Through these research directions, we aim to promote the development of innovative agriculture technology further, extend the results of this study to a broader range of application scenarios, and ultimately realize a more efficient and sustainable agricultural production model.

6 Conclusion

This study proposes an innovative lightweight recognition model coupled with a multi-expert grouping enforcing strategy for the above challenging problem of long-tailed recognition of greenhouse tomato cultivation cycles. Through in-depth theoretical analysis and experimental validation, we draw the following core conclusions:

1. The multi-expert grouping enforcing strategy significantly improves the recognition performance of long-tailed distribution data: our approach successfully improves the recognition accuracies of tailed categories (e.g., Substrate Soaking and Early Production) from 56% and 67% in the baseline model to 88% and 83%, which fully demonstrates the effectiveness of the strategy in alleviating the category imbalance problem. The above findings provide a new paradigm for dealing with long-tailed distribution data, which is applicable to agriculture and may also be extended to other fields with category imbalance problems.

2. Knowledge distillation technique realizes the balance between high performance and low number of parameters. By effectively transferring the knowledge from multiple expert models into a lightweight student model with only 0.95M parameters, our method significantly reduces the computational complexity while maintaining high performance (95.99% accuracy and 92.02% F1 score). The above results provide a feasible solution for efficient AI deployment in resource-constrained environments and promote the development of edge intelligence technology.

3. The improved MSC-MobileViT model shows excellent feature extraction capability.

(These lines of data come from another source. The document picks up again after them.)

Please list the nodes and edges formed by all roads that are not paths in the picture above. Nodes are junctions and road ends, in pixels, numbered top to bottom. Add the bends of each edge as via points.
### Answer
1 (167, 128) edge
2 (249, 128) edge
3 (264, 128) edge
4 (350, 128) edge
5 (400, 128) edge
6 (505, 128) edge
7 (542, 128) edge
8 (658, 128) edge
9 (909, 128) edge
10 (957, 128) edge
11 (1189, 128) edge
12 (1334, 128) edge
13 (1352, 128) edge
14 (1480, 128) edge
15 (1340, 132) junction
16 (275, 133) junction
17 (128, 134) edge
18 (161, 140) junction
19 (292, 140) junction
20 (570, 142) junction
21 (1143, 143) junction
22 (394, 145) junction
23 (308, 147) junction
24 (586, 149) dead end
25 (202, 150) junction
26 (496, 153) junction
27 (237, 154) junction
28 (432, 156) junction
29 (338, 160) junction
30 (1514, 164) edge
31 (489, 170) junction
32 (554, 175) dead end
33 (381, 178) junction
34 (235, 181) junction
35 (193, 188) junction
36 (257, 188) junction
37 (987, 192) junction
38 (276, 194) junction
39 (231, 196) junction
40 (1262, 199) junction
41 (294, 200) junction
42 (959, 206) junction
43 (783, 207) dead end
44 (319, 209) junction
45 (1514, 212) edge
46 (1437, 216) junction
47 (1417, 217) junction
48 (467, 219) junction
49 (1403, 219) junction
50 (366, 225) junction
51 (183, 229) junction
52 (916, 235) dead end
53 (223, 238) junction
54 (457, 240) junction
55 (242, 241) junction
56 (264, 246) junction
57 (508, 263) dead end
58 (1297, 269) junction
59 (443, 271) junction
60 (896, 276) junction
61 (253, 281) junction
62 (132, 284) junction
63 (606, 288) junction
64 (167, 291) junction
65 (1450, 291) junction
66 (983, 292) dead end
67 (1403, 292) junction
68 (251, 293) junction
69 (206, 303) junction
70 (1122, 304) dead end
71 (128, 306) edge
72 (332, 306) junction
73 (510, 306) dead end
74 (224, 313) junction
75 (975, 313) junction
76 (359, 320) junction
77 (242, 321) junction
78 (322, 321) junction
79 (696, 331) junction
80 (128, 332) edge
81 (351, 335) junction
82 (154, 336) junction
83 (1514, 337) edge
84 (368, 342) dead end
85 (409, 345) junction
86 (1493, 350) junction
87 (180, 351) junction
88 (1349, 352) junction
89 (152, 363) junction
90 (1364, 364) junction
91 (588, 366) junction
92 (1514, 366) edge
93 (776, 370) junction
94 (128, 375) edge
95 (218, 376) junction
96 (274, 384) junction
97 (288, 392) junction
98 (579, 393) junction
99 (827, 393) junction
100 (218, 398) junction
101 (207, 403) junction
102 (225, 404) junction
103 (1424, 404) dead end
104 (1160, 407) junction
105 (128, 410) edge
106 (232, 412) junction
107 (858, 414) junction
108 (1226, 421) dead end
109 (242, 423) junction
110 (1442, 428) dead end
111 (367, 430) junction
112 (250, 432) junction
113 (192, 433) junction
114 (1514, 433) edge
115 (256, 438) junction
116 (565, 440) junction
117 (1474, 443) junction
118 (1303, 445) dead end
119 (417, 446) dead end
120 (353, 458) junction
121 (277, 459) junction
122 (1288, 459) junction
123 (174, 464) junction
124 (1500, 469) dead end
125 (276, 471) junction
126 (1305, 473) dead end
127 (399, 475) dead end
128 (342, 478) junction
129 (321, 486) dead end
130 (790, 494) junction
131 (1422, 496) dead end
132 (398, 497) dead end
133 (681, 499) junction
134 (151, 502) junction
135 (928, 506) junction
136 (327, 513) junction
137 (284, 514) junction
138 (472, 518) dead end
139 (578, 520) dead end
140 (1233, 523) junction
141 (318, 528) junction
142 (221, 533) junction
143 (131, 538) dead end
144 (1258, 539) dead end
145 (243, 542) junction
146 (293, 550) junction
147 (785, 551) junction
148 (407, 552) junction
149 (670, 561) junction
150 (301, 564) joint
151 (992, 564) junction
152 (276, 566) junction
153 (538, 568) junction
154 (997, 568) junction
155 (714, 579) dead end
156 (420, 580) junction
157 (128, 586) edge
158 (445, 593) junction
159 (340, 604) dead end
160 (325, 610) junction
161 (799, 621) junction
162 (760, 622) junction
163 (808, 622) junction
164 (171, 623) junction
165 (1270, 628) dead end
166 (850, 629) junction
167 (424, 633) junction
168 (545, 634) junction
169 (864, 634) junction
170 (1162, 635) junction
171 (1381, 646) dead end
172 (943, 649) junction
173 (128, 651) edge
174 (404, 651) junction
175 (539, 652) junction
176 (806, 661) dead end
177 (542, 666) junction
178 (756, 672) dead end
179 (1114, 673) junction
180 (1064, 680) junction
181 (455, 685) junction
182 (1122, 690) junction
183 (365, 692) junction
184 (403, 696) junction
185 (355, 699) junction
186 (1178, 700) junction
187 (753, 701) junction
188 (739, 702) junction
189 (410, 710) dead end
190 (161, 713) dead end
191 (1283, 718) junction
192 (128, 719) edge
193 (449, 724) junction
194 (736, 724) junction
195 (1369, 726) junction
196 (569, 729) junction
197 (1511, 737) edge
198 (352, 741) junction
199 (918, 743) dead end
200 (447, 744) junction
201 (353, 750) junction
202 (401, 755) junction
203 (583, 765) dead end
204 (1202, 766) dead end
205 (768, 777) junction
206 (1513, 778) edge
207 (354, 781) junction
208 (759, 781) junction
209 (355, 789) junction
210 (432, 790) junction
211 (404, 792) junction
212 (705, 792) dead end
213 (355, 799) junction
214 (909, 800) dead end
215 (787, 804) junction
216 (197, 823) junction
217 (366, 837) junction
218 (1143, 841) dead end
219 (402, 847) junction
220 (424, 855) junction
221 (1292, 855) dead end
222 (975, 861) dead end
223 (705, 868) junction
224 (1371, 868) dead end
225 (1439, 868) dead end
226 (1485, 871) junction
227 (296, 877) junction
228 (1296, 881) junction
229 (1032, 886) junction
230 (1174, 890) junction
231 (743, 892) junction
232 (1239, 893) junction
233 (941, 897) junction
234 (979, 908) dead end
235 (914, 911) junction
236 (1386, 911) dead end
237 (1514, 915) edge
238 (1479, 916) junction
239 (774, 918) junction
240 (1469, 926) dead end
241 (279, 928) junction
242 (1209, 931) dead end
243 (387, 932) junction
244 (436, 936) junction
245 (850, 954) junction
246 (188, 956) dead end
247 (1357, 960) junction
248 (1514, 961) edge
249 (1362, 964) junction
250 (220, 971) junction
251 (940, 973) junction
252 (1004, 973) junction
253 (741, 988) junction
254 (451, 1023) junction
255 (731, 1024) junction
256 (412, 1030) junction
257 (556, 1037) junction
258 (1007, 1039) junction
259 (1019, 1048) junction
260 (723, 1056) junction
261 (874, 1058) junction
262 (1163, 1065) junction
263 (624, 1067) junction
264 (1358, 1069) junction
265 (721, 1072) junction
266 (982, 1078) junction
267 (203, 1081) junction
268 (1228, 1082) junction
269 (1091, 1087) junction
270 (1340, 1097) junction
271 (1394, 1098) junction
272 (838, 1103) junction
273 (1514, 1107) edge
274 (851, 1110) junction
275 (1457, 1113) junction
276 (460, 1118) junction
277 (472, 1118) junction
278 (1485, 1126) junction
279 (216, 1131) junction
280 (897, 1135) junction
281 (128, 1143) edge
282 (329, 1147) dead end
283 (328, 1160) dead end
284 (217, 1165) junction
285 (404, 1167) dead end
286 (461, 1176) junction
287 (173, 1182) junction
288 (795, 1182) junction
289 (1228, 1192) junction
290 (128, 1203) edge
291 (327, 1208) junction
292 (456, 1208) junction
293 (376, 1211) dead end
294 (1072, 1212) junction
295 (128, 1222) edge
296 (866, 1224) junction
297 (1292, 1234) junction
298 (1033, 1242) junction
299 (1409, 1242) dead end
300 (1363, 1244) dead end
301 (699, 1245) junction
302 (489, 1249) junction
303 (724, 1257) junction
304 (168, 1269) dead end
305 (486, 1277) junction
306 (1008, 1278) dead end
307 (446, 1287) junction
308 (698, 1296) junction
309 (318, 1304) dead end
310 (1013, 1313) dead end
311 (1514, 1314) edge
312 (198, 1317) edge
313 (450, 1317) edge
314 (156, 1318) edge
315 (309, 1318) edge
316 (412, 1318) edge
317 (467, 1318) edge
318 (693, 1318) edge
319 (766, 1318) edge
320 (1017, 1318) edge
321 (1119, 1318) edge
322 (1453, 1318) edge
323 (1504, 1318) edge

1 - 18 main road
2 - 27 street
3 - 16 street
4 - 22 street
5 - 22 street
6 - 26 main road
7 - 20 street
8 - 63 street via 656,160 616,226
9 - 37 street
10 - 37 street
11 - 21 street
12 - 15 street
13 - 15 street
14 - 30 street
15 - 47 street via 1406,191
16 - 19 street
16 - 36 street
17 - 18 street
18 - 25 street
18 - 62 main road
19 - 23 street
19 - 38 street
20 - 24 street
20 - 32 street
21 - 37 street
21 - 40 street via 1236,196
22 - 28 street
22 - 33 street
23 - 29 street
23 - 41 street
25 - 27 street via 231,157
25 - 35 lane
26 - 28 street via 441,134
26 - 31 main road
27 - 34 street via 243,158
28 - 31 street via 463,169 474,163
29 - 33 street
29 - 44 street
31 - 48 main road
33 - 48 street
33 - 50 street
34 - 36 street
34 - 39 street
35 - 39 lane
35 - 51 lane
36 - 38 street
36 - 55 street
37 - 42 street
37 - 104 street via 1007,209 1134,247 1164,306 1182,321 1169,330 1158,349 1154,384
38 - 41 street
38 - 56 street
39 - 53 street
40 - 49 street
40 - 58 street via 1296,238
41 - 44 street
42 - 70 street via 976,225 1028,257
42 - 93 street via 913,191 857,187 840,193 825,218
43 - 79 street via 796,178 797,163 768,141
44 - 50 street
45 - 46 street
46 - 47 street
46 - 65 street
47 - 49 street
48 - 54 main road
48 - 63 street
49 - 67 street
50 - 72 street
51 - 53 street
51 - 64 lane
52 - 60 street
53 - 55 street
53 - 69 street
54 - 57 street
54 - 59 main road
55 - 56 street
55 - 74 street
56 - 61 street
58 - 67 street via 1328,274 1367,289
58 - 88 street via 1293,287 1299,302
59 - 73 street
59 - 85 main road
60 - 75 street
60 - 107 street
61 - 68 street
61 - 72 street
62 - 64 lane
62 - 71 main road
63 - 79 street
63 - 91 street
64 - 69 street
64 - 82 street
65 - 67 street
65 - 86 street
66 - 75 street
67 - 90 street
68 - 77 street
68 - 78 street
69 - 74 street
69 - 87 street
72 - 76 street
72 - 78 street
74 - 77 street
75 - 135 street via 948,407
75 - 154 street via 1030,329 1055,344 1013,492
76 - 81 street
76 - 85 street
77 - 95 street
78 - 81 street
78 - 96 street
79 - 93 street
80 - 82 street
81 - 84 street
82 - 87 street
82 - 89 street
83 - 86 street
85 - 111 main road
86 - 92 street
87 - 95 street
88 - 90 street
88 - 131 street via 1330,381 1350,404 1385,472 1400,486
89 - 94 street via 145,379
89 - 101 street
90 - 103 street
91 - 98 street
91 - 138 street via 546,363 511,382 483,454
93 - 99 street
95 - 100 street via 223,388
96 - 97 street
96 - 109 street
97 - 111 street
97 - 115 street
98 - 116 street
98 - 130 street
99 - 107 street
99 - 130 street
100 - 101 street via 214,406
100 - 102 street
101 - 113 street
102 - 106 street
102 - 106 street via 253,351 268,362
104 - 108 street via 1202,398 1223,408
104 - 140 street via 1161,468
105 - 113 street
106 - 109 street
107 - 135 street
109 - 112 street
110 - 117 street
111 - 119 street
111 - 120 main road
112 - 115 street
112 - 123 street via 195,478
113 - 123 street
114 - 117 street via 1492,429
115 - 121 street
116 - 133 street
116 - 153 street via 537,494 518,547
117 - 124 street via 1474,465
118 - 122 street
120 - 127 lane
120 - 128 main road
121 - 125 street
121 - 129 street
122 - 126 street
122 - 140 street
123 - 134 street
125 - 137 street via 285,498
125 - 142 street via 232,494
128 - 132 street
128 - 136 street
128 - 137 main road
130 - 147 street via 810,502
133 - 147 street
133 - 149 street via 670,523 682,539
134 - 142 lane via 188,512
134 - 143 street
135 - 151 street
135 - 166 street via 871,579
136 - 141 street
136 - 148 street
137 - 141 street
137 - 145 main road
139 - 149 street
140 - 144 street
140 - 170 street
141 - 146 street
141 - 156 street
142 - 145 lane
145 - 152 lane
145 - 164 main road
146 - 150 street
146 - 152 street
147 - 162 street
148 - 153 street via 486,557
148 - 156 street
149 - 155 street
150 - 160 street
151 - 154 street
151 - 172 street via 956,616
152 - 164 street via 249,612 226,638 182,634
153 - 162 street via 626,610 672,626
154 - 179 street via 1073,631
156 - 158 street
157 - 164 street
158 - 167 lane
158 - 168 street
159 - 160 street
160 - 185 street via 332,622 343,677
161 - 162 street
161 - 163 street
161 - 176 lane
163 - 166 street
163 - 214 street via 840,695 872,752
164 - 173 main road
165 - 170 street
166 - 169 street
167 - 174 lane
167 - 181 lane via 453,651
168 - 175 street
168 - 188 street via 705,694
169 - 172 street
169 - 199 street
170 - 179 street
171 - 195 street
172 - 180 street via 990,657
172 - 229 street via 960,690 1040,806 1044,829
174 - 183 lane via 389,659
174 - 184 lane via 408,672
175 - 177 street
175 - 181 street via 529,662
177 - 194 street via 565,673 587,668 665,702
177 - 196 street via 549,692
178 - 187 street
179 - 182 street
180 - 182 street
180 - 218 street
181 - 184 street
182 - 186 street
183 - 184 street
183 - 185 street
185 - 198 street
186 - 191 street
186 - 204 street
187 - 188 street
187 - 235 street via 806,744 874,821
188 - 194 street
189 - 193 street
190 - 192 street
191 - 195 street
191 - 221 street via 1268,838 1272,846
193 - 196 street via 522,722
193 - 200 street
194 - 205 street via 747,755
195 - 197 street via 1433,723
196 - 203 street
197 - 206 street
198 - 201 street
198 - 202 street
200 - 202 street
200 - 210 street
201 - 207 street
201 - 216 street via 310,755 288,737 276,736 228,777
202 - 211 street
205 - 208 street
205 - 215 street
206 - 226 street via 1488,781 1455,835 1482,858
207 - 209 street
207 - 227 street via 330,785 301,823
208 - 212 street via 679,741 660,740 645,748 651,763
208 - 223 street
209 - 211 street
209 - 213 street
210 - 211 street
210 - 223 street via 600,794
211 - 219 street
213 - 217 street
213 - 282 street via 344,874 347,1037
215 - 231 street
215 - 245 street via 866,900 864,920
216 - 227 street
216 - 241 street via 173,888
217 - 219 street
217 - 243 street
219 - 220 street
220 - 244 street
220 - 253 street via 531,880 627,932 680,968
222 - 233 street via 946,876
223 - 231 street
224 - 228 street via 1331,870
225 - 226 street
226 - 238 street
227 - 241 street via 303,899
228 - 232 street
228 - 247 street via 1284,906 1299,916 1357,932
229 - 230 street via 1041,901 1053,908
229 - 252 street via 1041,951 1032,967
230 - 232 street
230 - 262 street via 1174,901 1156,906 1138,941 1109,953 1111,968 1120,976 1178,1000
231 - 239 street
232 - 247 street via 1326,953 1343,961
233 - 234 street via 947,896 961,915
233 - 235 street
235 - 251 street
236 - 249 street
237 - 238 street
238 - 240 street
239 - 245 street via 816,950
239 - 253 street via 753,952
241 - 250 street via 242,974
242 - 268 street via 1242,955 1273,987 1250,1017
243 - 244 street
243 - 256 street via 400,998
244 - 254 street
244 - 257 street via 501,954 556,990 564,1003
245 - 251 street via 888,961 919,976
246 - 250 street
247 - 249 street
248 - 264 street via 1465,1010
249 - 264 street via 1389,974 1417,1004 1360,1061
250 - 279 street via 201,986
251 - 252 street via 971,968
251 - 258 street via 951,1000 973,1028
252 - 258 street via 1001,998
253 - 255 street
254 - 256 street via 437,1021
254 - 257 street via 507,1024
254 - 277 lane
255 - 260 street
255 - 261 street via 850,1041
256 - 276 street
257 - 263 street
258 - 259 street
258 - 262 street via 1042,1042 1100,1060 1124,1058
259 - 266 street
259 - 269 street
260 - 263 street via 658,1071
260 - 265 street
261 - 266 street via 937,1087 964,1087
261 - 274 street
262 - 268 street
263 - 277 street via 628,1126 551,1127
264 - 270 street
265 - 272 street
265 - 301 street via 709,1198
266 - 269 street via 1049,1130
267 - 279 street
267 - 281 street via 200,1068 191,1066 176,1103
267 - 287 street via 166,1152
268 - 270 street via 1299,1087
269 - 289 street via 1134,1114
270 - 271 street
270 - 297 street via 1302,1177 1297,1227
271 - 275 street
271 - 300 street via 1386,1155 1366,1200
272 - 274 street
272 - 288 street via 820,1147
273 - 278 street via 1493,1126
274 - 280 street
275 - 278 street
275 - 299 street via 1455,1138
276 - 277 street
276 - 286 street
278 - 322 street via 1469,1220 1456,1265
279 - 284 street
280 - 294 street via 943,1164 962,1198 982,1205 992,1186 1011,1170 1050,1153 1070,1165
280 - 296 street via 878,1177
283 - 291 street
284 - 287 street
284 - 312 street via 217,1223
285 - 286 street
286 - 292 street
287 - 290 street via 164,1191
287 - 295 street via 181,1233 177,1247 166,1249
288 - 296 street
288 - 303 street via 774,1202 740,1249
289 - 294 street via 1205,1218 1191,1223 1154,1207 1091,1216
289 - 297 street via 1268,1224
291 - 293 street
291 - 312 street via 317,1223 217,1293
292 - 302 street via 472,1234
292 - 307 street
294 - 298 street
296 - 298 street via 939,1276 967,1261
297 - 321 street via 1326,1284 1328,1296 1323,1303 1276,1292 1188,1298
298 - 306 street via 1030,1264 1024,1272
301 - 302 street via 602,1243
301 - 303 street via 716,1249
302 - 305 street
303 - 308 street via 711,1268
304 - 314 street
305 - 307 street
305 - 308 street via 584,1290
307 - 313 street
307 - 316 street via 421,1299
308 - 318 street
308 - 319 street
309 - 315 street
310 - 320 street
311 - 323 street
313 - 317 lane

By introducing a multi-scale convolutional module, our model can capture both local details and the global structure of an image and performs well in complex scene recognition tasks. The above improvements not only improve the recognition accuracy of the model but also enhance its ability to adapt to features at different scales, which provides new ideas for model design in the field of computer vision.

The findings of this study have important theoretical and practical implications for the fields of intelligent agriculture and computer vision. Theoretically, our study expands the long-tailed distribution data processing methodology and provides a new perspective for solving the category imbalance problem. At the practical level, our approach provides a powerful tool for intelligent management of greenhouse tomato production, which has the potential to improve production efficiency and resource utilization significantly.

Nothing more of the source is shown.